With an additional 16-18 million people on Medicaid, cost becomes a big issue. Estimates have the total cost of the whole bill (Medicare, Medicaid, etc.) at $828 billion. Take away from that $575 billion in savings from Medicare, and a bevy of new taxes.
Including higher taxes for those making more than $200K, taxes on luxury medical plans, on drugs, on high-cost medical equipment, on indoor tanning salons, and an annual fee to all insurance providers.
Added all together and the Congressional Budget Office estimates a reduction in the Federal Budget deficit, meaning that the PPACA and its increased Medicaid coverage pays for itself and saves money.

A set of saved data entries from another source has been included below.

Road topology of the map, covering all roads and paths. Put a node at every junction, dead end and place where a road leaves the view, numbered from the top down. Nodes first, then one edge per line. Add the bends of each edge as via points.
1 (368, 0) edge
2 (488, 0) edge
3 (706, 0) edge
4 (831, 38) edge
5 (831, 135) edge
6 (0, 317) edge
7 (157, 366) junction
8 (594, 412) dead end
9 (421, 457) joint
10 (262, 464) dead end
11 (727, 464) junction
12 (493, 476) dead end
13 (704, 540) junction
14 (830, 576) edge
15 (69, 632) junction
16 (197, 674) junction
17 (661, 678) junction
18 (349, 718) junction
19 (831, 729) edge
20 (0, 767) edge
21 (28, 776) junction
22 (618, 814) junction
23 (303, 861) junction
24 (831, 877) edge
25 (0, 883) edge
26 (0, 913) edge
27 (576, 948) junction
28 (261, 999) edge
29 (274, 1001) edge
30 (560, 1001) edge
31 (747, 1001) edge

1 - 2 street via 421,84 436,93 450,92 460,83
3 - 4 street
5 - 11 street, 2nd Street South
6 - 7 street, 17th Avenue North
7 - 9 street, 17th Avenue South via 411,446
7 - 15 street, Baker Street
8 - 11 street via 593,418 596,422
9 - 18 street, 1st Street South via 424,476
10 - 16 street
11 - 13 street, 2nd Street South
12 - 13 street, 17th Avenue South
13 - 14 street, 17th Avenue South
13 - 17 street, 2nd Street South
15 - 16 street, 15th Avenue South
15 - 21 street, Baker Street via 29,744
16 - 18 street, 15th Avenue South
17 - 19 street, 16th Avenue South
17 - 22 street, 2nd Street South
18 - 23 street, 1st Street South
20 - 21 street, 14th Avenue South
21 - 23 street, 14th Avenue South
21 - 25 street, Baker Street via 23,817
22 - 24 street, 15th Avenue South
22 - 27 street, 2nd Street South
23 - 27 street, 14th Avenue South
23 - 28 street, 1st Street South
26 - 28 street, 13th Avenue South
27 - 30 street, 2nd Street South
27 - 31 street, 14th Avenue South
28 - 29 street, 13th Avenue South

Of course, these are all estimates and subject to endless debate.
*Note: Medicare is for the elderly and Medicaid is for the poor. Most of the controversy and supreme court discussion is around Medicaid, not the below Medicare.
Nearly 50 million older Americans and Americans with disabilities rely on Medicare each year, and the new health care law makes Medicare stronger by adding new benefits, fighting fraud, and improving care for patients. The life of the Medicare Trust Fund will be extended to at least 2024 as a result of reducing waste, fraud, and abuse, and slowing cost growth in Medicare. And, over the next ten years, the law will save the average person in Medicare $4,200. People with Medicare who have the prescription drug costs that hit the so-called donut hole will save an average of over $16,000.

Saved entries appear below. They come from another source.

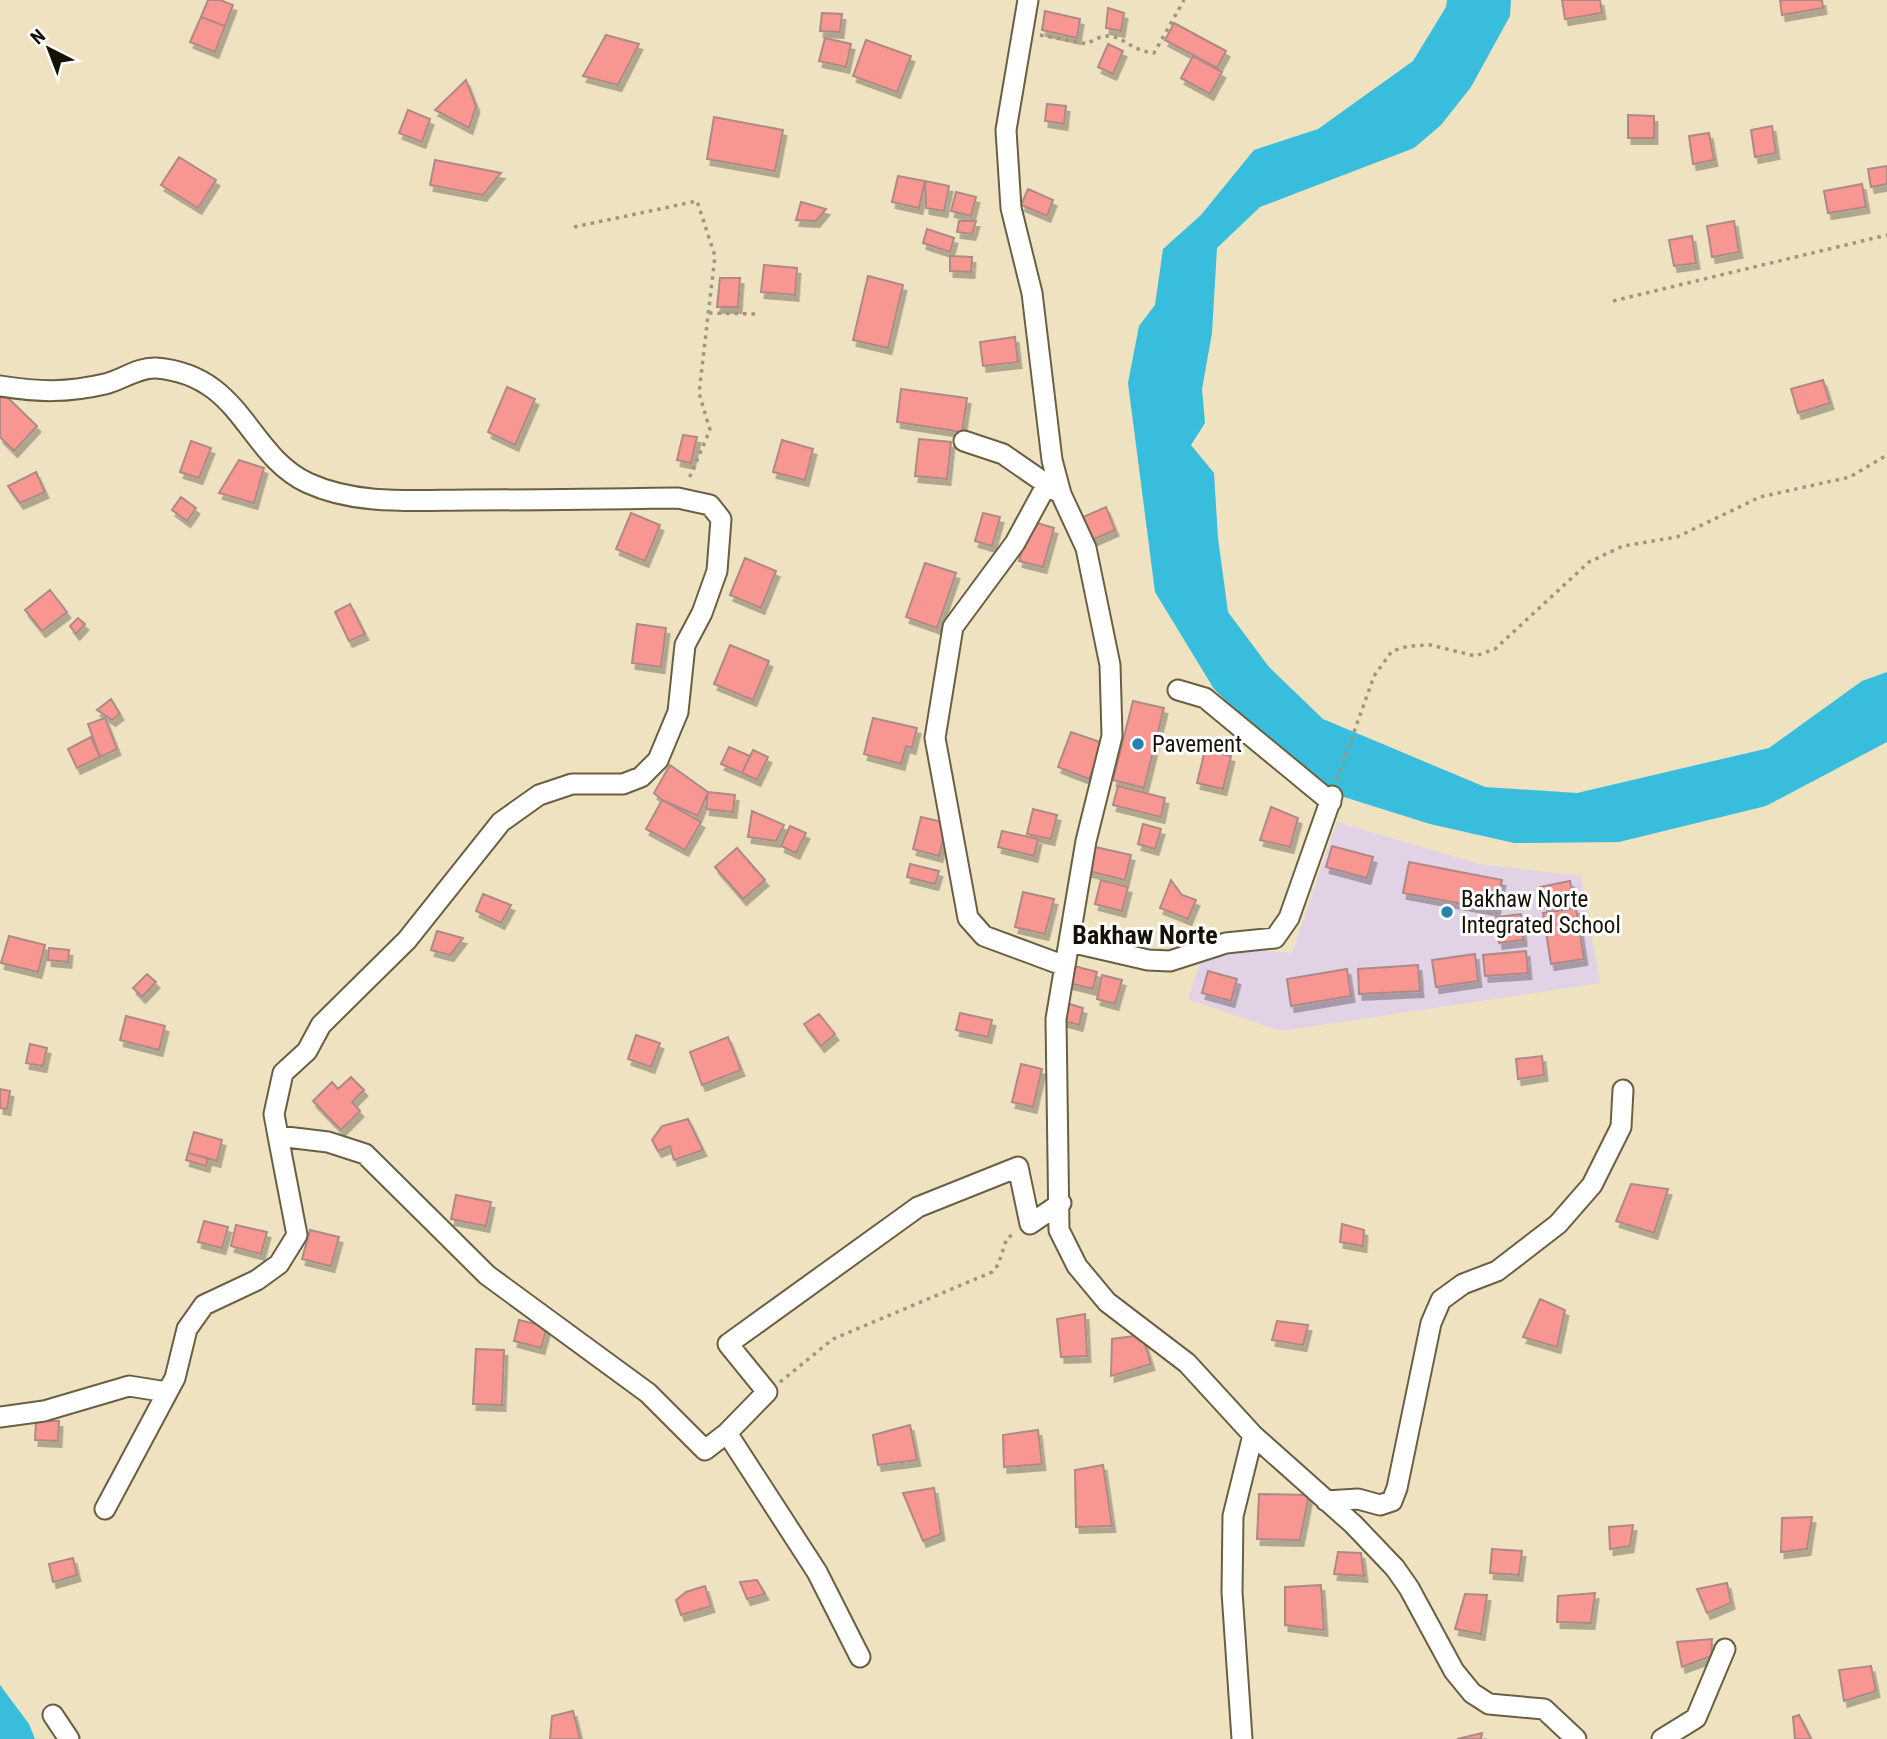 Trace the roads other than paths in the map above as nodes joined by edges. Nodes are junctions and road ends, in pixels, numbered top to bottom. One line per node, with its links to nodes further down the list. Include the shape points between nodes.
1 (1028, 0): 4 (street, via 1006,130 1011,208 1032,293)
2 (0, 386): 9 (street, via 49,393 108,383 155,368 204,381 241,413 284,470 310,484 372,500 678,498 710,505 721,519 717,571 685,645 678,712 658,760 641,777 623,785 572,784 540,795 501,822 407,940 321,1025 307,1051 283,1073 274,1114)
3 (964, 441): 4 (street, via 1003,454)
4 (1054, 489): 6 (street, via 1086,548 1111,665 1112,736 1086,841); 7 (street, via 953,627 935,738 968,918 984,936)
5 (1178, 690): 6 (street, via 1205,698 1333,794 1289,918 1275,939 1226,943 1170,961)
6 (1070, 943): 7 (street)
7 (1065, 966): 10 (street, via 1056,1019)
8 (1623, 1090): 15 (street, via 1621,1127 1592,1185 1558,1224 1497,1271 1464,1283 1441,1300 1431,1323 1392,1501 1380,1505 1358,1499)
9 (278, 1136): 11 (street, via 298,1235 279,1264 204,1305 187,1329); 13 (street, via 328,1142 365,1154 487,1275 648,1393 705,1450)
10 (1061, 1203): 13 (street, via 1030,1224 1018,1167 918,1207 729,1344 767,1392); 14 (street, via 1059,1230 1077,1266 1107,1302 1187,1363)
11 (167, 1392): 12 (street, via 129,1385 44,1411); 16 (street)
12 (0, 1417)
13 (727, 1433): 18 (street, via 817,1572)
14 (1253, 1435): 15 (street); 21 (street, via 1233,1516 1232,1592)
15 (1326, 1501): 22 (street, via 1395,1568 1454,1671 1472,1693 1489,1704 1544,1709)
16 (105, 1509)
17 (1725, 1649): 23 (street, via 1696,1718)
18 (860, 1657)
19 (53, 1715): 20 (street)
20 (69, 1739)
21 (1242, 1739)
22 (1576, 1739)
23 (1661, 1739)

Lower Cost Prescription Drugs: In the past, as many as one in four seniors went without a prescription every year because they couldn’t afford it. To help these seniors, the law provides relief for people in the donut hole – the ones with the highest prescription drug costs. As a first step, in 2010, nearly four million people in the donut hole received a $250 check to help with their costs. In 2011, 3.6 million people with Medicare received a 50 percent discount worth a total of $2.1 billion, or an average of $604 per person, on their brand name prescription drugs when they hit the donut hole. Seniors will see additional savings on covered brand-name and generic drugs while in the coverage gap until the gap is closed in 2020.
Free Preventive Services: Under the new law, seniors can receive recommended preventive services such as flu shots, diabetes screenings, as well as a new Annual Wellness Visit, free of charge. So far, more than 32.5 million seniors have already received one or more free preventive services, including the new Annual Wellness Visit.
Fighting Fraud: The health care law helps stop fraud with tougher screening procedures, stronger penalties, and new technology. Thanks in part to these efforts, we recovered $4.1 billion in taxpayer dollars in 2011, the second year recoveries hit this record-breaking level. Total recoveries over the last three years were $10.7 billion. Prosecutions are way up, too: the number of individuals charged with fraud increased from 821 in fiscal year 2008 to 1,430 in fiscal year 2011 – nearly a 75 percent increase.
Improving Care Coordination and Quality: Through the newly established Center for Medicare and Medicaid Innovation, this Administration is testing and supporting innovative new health care models that can reduce costs and strengthen the quality of health care. So far, it has introduced 16 initiatives involving over 50,000 health care providers that will touch the lives of Medicare and Medicaid beneficiaries in all 50 states.
Providing Choices while Lowering Costs: The number of seniors who joined Medicare Advantage plans increased by 17 percent between 2010 and 2012 while the premiums for such plans dropped by 16 percent – and seniors across the nation have a choice of health plans.